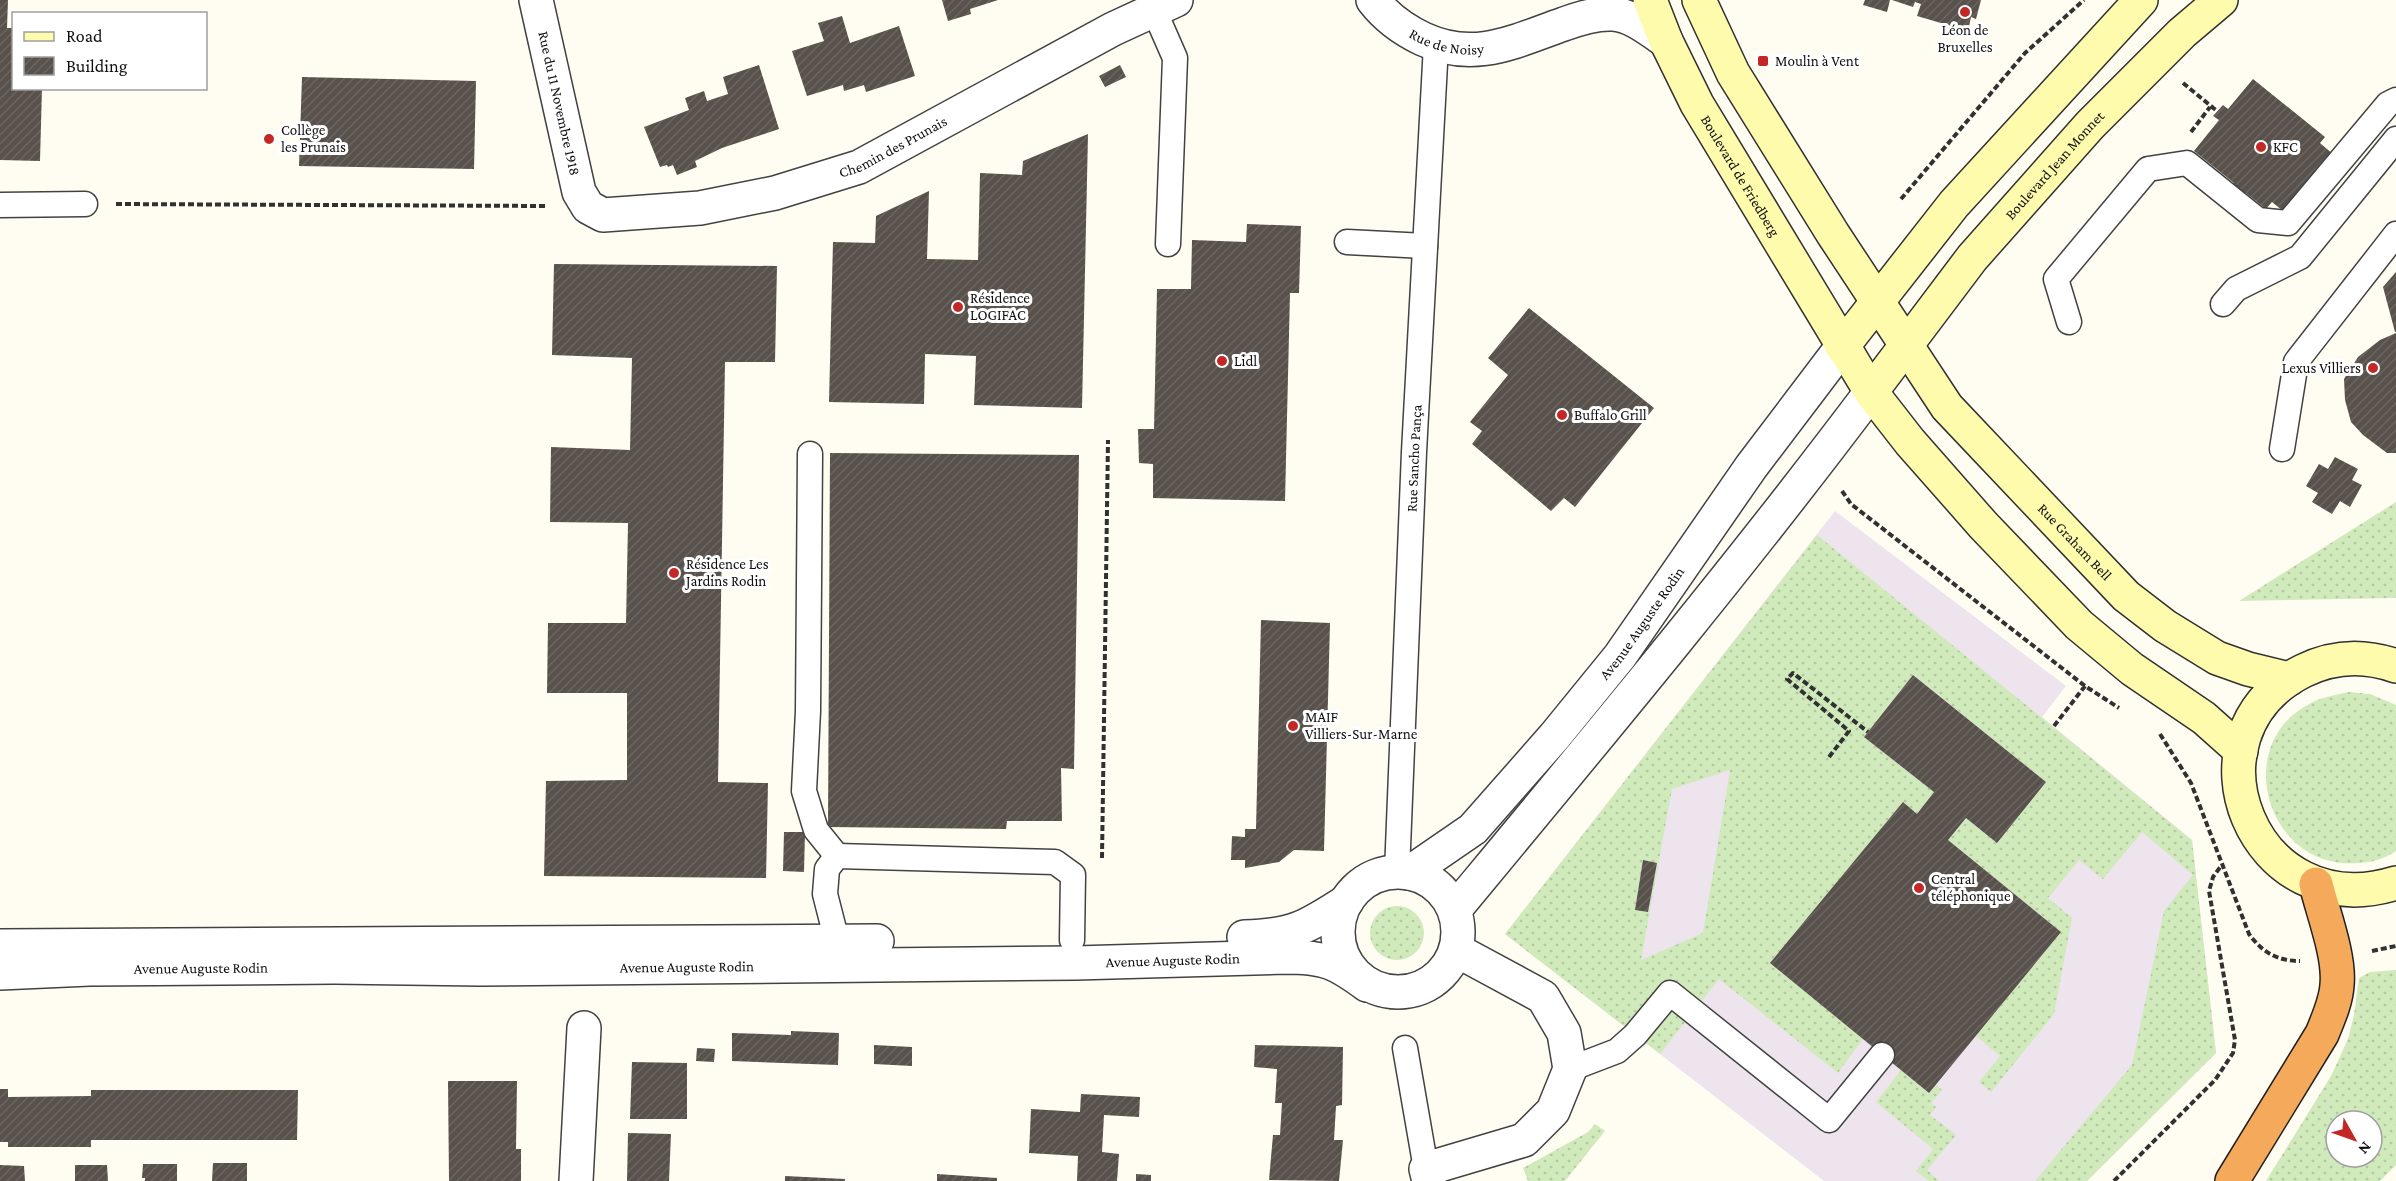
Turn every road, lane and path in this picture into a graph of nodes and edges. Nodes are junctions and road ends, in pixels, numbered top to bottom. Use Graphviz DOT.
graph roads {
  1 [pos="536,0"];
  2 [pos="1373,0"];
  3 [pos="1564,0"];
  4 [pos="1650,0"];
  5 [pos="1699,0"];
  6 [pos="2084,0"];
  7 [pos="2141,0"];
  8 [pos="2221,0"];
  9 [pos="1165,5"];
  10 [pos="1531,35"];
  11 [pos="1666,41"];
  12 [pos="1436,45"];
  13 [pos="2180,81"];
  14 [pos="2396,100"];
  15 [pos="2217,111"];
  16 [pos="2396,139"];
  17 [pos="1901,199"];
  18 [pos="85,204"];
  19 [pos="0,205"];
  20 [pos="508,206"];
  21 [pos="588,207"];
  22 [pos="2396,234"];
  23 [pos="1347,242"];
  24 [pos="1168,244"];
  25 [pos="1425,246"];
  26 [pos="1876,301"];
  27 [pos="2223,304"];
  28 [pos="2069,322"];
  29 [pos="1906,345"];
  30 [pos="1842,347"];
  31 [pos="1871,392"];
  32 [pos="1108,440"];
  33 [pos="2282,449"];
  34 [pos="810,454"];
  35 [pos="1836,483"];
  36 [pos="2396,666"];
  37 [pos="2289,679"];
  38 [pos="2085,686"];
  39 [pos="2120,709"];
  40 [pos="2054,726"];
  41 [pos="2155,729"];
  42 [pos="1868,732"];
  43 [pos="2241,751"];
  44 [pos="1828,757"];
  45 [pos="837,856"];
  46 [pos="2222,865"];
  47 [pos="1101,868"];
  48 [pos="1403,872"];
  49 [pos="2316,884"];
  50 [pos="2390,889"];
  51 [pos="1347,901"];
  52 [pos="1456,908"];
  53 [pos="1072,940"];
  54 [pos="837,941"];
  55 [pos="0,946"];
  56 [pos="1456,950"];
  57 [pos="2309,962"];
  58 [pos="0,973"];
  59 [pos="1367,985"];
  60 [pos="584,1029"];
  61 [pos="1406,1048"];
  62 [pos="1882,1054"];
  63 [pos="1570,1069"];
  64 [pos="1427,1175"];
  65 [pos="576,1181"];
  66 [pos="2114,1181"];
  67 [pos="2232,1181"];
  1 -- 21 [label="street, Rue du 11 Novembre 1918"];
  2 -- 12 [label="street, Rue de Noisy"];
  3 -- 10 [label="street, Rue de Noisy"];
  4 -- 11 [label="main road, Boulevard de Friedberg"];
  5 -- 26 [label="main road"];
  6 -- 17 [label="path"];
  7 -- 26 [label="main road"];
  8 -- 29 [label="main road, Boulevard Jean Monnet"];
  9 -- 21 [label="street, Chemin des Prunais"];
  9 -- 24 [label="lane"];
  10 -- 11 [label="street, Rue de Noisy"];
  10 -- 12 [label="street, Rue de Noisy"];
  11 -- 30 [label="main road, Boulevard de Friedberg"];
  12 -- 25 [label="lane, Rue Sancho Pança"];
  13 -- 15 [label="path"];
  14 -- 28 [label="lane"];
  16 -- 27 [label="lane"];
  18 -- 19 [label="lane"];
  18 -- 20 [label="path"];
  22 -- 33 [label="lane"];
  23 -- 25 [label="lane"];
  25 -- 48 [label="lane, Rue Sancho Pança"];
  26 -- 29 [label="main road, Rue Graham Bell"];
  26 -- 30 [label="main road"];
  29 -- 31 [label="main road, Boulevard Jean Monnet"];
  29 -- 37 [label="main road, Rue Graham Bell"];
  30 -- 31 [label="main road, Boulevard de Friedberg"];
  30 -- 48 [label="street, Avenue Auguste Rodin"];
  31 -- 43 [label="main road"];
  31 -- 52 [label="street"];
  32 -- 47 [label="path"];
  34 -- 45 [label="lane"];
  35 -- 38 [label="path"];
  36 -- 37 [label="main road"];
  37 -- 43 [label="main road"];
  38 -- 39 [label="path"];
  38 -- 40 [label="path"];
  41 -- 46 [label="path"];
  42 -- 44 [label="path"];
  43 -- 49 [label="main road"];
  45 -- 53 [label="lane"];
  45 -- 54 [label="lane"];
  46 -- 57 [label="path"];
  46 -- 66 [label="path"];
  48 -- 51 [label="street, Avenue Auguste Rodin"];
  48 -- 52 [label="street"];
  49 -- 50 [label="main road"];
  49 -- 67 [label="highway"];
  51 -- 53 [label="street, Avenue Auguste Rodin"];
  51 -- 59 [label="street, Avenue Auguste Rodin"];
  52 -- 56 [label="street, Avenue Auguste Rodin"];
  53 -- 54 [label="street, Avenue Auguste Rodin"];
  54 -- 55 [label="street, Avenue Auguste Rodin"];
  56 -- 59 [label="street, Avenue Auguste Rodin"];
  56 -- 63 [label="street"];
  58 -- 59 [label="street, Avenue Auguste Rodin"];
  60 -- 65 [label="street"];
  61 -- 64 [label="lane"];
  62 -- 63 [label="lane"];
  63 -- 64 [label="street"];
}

++++

- [Task details]:
Return every entry of the data above verbatim, with no images included.

- [Response area]:
Turn every road, lane and path in this picture into a graph of nodes and edges. Nodes are junctions and road ends, in pixels, numbered top to bottom. Use Graphviz DOT.
graph roads {
  1 [pos="536,0"];
  2 [pos="1373,0"];
  3 [pos="1564,0"];
  4 [pos="1650,0"];
  5 [pos="1699,0"];
  6 [pos="2084,0"];
  7 [pos="2141,0"];
  8 [pos="2221,0"];
  9 [pos="1165,5"];
  10 [pos="1531,35"];
  11 [pos="1666,41"];
  12 [pos="1436,45"];
  13 [pos="2180,81"];
  14 [pos="2396,100"];
  15 [pos="2217,111"];
  16 [pos="2396,139"];
  17 [pos="1901,199"];
  18 [pos="85,204"];
  19 [pos="0,205"];
  20 [pos="508,206"];
  21 [pos="588,207"];
  22 [pos="2396,234"];
  23 [pos="1347,242"];
  24 [pos="1168,244"];
  25 [pos="1425,246"];
  26 [pos="1876,301"];
  27 [pos="2223,304"];
  28 [pos="2069,322"];
  29 [pos="1906,345"];
  30 [pos="1842,347"];
  31 [pos="1871,392"];
  32 [pos="1108,440"];
  33 [pos="2282,449"];
  34 [pos="810,454"];
  35 [pos="1836,483"];
  36 [pos="2396,666"];
  37 [pos="2289,679"];
  38 [pos="2085,686"];
  39 [pos="2120,709"];
  40 [pos="2054,726"];
  41 [pos="2155,729"];
  42 [pos="1868,732"];
  43 [pos="2241,751"];
  44 [pos="1828,757"];
  45 [pos="837,856"];
  46 [pos="2222,865"];
  47 [pos="1101,868"];
  48 [pos="1403,872"];
  49 [pos="2316,884"];
  50 [pos="2390,889"];
  51 [pos="1347,901"];
  52 [pos="1456,908"];
  53 [pos="1072,940"];
  54 [pos="837,941"];
  55 [pos="0,946"];
  56 [pos="1456,950"];
  57 [pos="2309,962"];
  58 [pos="0,973"];
  59 [pos="1367,985"];
  60 [pos="584,1029"];
  61 [pos="1406,1048"];
  62 [pos="1882,1054"];
  63 [pos="1570,1069"];
  64 [pos="1427,1175"];
  65 [pos="576,1181"];
  66 [pos="2114,1181"];
  67 [pos="2232,1181"];
  1 -- 21 [label="street, Rue du 11 Novembre 1918"];
  2 -- 12 [label="street, Rue de Noisy"];
  3 -- 10 [label="street, Rue de Noisy"];
  4 -- 11 [label="main road, Boulevard de Friedberg"];
  5 -- 26 [label="main road"];
  6 -- 17 [label="path"];
  7 -- 26 [label="main road"];
  8 -- 29 [label="main road, Boulevard Jean Monnet"];
  9 -- 21 [label="street, Chemin des Prunais"];
  9 -- 24 [label="lane"];
  10 -- 11 [label="street, Rue de Noisy"];
  10 -- 12 [label="street, Rue de Noisy"];
  11 -- 30 [label="main road, Boulevard de Friedberg"];
  12 -- 25 [label="lane, Rue Sancho Pança"];
  13 -- 15 [label="path"];
  14 -- 28 [label="lane"];
  16 -- 27 [label="lane"];
  18 -- 19 [label="lane"];
  18 -- 20 [label="path"];
  22 -- 33 [label="lane"];
  23 -- 25 [label="lane"];
  25 -- 48 [label="lane, Rue Sancho Pança"];
  26 -- 29 [label="main road, Rue Graham Bell"];
  26 -- 30 [label="main road"];
  29 -- 31 [label="main road, Boulevard Jean Monnet"];
  29 -- 37 [label="main road, Rue Graham Bell"];
  30 -- 31 [label="main road, Boulevard de Friedberg"];
  30 -- 48 [label="street, Avenue Auguste Rodin"];
  31 -- 43 [label="main road"];
  31 -- 52 [label="street"];
  32 -- 47 [label="path"];
  34 -- 45 [label="lane"];
  35 -- 38 [label="path"];
  36 -- 37 [label="main road"];
  37 -- 43 [label="main road"];
  38 -- 39 [label="path"];
  38 -- 40 [label="path"];
  41 -- 46 [label="path"];
  42 -- 44 [label="path"];
  43 -- 49 [label="main road"];
  45 -- 53 [label="lane"];
  45 -- 54 [label="lane"];
  46 -- 57 [label="path"];
  46 -- 66 [label="path"];
  48 -- 51 [label="street, Avenue Auguste Rodin"];
  48 -- 52 [label="street"];
  49 -- 50 [label="main road"];
  49 -- 67 [label="highway"];
  51 -- 53 [label="street, Avenue Auguste Rodin"];
  51 -- 59 [label="street, Avenue Auguste Rodin"];
  52 -- 56 [label="street, Avenue Auguste Rodin"];
  53 -- 54 [label="street, Avenue Auguste Rodin"];
  54 -- 55 [label="street, Avenue Auguste Rodin"];
  56 -- 59 [label="street, Avenue Auguste Rodin"];
  56 -- 63 [label="street"];
  58 -- 59 [label="street, Avenue Auguste Rodin"];
  60 -- 65 [label="street"];
  61 -- 64 [label="lane"];
  62 -- 63 [label="lane"];
  63 -- 64 [label="street"];
}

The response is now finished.